Jewish literature from the end of the Second Temple period comes to us primarily from Hellenistic Alexandria. The Alexandrian works discussed above, 2 Maccabees and the writings of Philo, display a common attitude to territory. Living by choice in Alexandria, their authors make the orientation to the land of Israel secondary to loyal affiliation with Jerusalem according to the template of the Greek polis.

Yet immediately following the destruction of Jerusalem and the Second Temple in 70 C.E.—indeed, as its ruins were still smoldering—writers in the land of Israel composed 2 Baruch and 4 Ezra. These works were intended to reassure Jews who had absorbed the great blow of the destruction of their principal city and its Temple. The concept of a celestial Jerusalem, which was imagined as above and thus beyond harm, became their primary concern. Along with the Alexandrian works and others of the same period, including Pseudo-Philo, they inaugurated the term “Holy Land.” This nomenclature demonstrates the process by which the physical land was transformed into a religious concept and occasionally excluded from the temporal world and the mortal sphere altogether.

The process of Christianity’s separation from Judaism was multifaceted; moreover, it occurred in different places. One of its characteristics was the erasure of the role of the physical land in Christian literature. Even Constantine’s revolution, which established the map of holy places of pilgrimage, did not ascribe importance to the land in which they were all to be found, neglecting entirely to define its borders and obscuring its identity as a unified and continuous expanse. This would become a major distinction between the approaches of the sages and the early Christians.

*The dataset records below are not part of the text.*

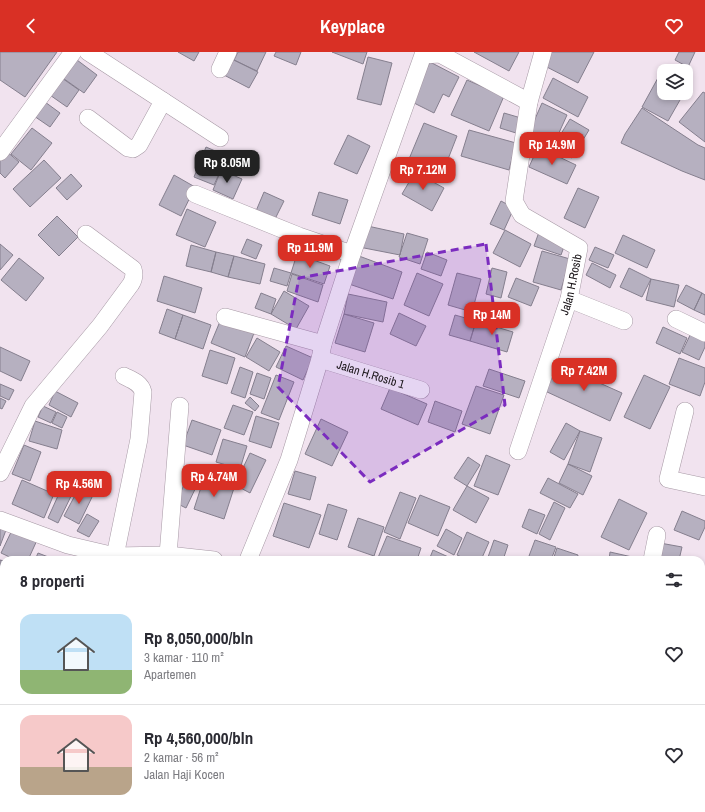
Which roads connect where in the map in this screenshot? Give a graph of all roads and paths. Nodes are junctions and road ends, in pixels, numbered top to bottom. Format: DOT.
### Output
graph roads {
  1 [pos="73,52"];
  2 [pos="88,52"];
  3 [pos="228,52"];
  4 [pos="543,52"];
  5 [pos="220,69"];
  6 [pos="163,101"];
  7 [pos="528,102"];
  8 [pos="88,118"];
  9 [pos="220,138"];
  10 [pos="0,152"];
  11 [pos="195,194"];
  12 [pos="86,234"];
  13 [pos="352,254"];
  14 [pos="569,299"];
  15 [pos="225,317"];
  16 [pos="676,319"];
  17 [pos="624,321"];
  18 [pos="705,333"];
  19 [pos="321,352"];
  20 [pos="124,376"];
  21 [pos="421,390"];
  22 [pos="180,406"];
  23 [pos="685,411"];
  24 [pos="518,450"];
  25 [pos="0,473"];
  26 [pos="705,487"];
  27 [pos="0,520"];
  28 [pos="657,535"];
  29 [pos="168,555"];
  30 [pos="115,556"];
  31 [pos="177,556"];
  32 [pos="250,556"];
  33 [pos="653,556"];
  1 -- 10 [label="street"];
  2 -- 6 [label="street"];
  3 -- 5 [label="street"];
  4 -- 7 [label="street, Jalan H.Rosib"];
  6 -- 8 [label="street"];
  6 -- 9 [label="street"];
  7 -- 13 [label="street"];
  7 -- 14 [label="street, Jalan H.Rosib"];
  11 -- 13 [label="street"];
  12 -- 25 [label="street"];
  13 -- 19 [label="street"];
  14 -- 17 [label="street"];
  14 -- 24 [label="street, Jalan H.Rosib"];
  15 -- 19 [label="street, Jalan H.Rosib 1"];
  16 -- 18 [label="street"];
  19 -- 21 [label="street, Jalan H.Rosib 1"];
  19 -- 32 [label="street"];
  20 -- 30 [label="street"];
  22 -- 29 [label="street"];
  23 -- 26 [label="street"];
  27 -- 30 [label="street"];
  28 -- 33 [label="street"];
  29 -- 30 [label="street"];
  29 -- 31 [label="street"];
}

In contrast to the territorialist movements in Jewish compositions in the Second Temple period, examined in the second chapter, these groups minimized the territorial dimension in their Jewish or Christian identity. In the coming chapters we will study the place of territory in the world of the sages—first looking at the way in which the sages in the land of Israel and the Babylonian exile perceived the land in the early centuries of the Common Era and then examining the place of holy sites in the world of the sages.